In some Darebin council elections, as many as 18 candidates have run in a single ward. It is understandable if voters ask whether any of these candidates might be running as dummies for no other reason than to direct their preferences to another (usually ALP) candidate. Such preferences are directed upwards from candidates who are eliminated at each stage of the counting because they have the least number of first-preference votes. Dummy candidates can therefore be relative unknowns, but as each dummy is eliminated from the count and their preferences are distributed upwards, they can together add up to give a significant advantage to the candidate for whom they are really running.

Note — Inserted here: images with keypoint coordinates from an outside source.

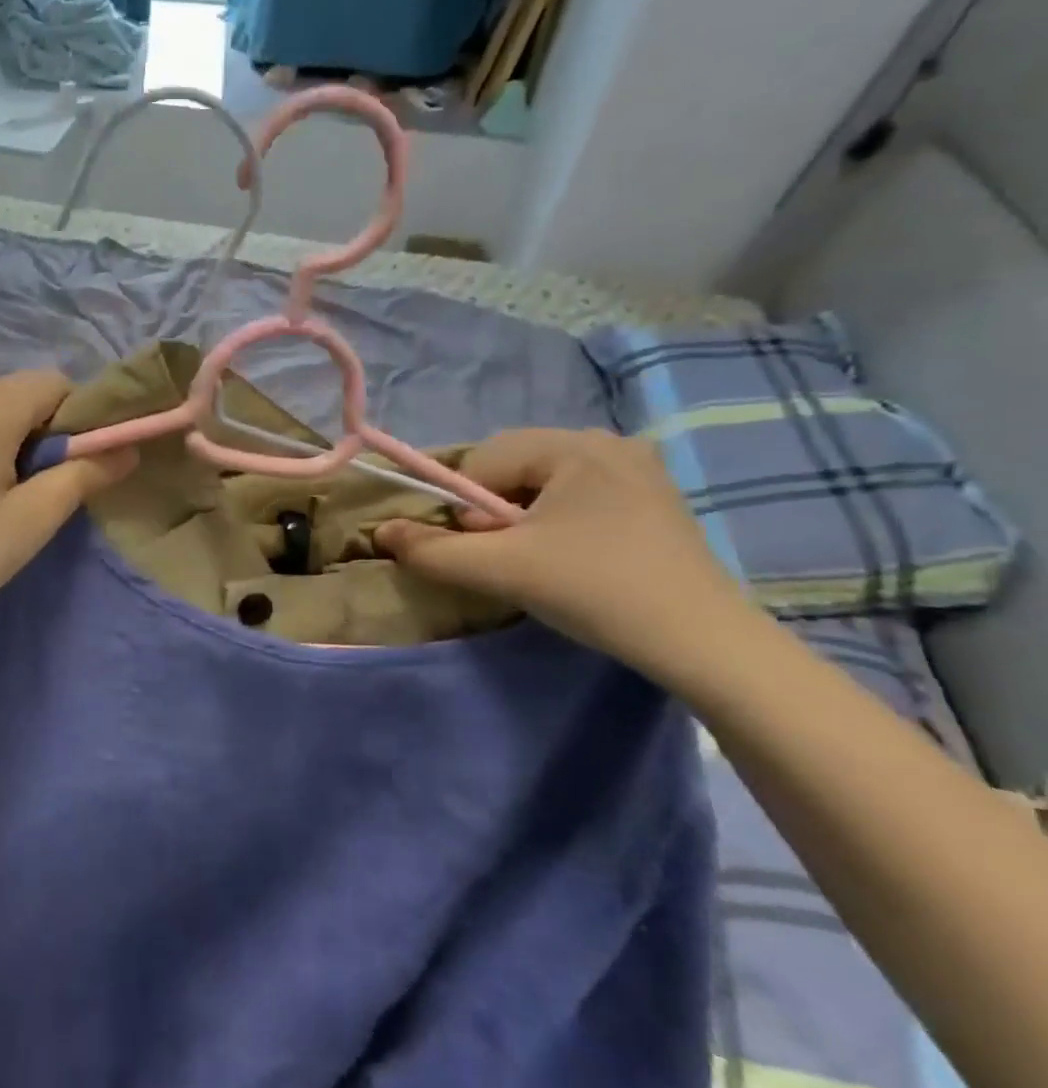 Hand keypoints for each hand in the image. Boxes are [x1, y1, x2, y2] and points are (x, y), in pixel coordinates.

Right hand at [375, 429, 758, 676]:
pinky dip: (558, 521)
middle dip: (493, 510)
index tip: (484, 548)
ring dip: (522, 517)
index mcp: (575, 445)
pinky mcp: (655, 498)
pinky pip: (579, 494)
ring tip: (540, 560)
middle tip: (509, 556)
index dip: (466, 506)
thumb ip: (432, 550)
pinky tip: (573, 558)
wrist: (705, 644)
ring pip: (544, 482)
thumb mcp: (501, 569)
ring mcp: (639, 469)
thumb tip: (381, 532)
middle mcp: (609, 442)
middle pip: (514, 466)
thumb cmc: (596, 591)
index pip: (484, 460)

In proportional representation, however, preferences play a much smaller role and the PR system lessens the impact of dummy candidates. It also lowers the percentage of votes needed for a candidate to be elected from a majority (above 50 per cent) to a quota that depends on the number of vacancies and the total number of formal votes in the ward being contested – 25 per cent under the VEC's preferred preliminary option. For example, in a multi-councillor ward with three vacancies and 30,000 formal votes, a candidate would need a quota of 7,500 votes to get one of the three places on council for that ward - much less than a majority of 15,001. The actual formula and steps are explained in the VEC's proportional representation slide show

As a result, candidates with strong but not majority community support stand a good chance of being elected, whereas under the current majority system they have little chance. If Darebin moves to such a system, we are likely to see more diverse voices on council that have strong support and are more representative of our diverse community.

Dummies have far less influence in such a system because preferences are initially distributed downwards from candidates who have already achieved a quota (and therefore a spot on council) to those who don't. The preferences distributed are the votes the candidate has gained above the quota and are known as a surplus. Surplus votes are distributed at a diminished value worked out according to a formula. Again, this is explained in the VEC's slide show

It is clear from this that, under proportional representation, candidates with substantial community support will have more of a say in the ultimate outcome than do dummy candidates with poor support under the present system, in which their collective preferences may accumulate to get another candidate over the line.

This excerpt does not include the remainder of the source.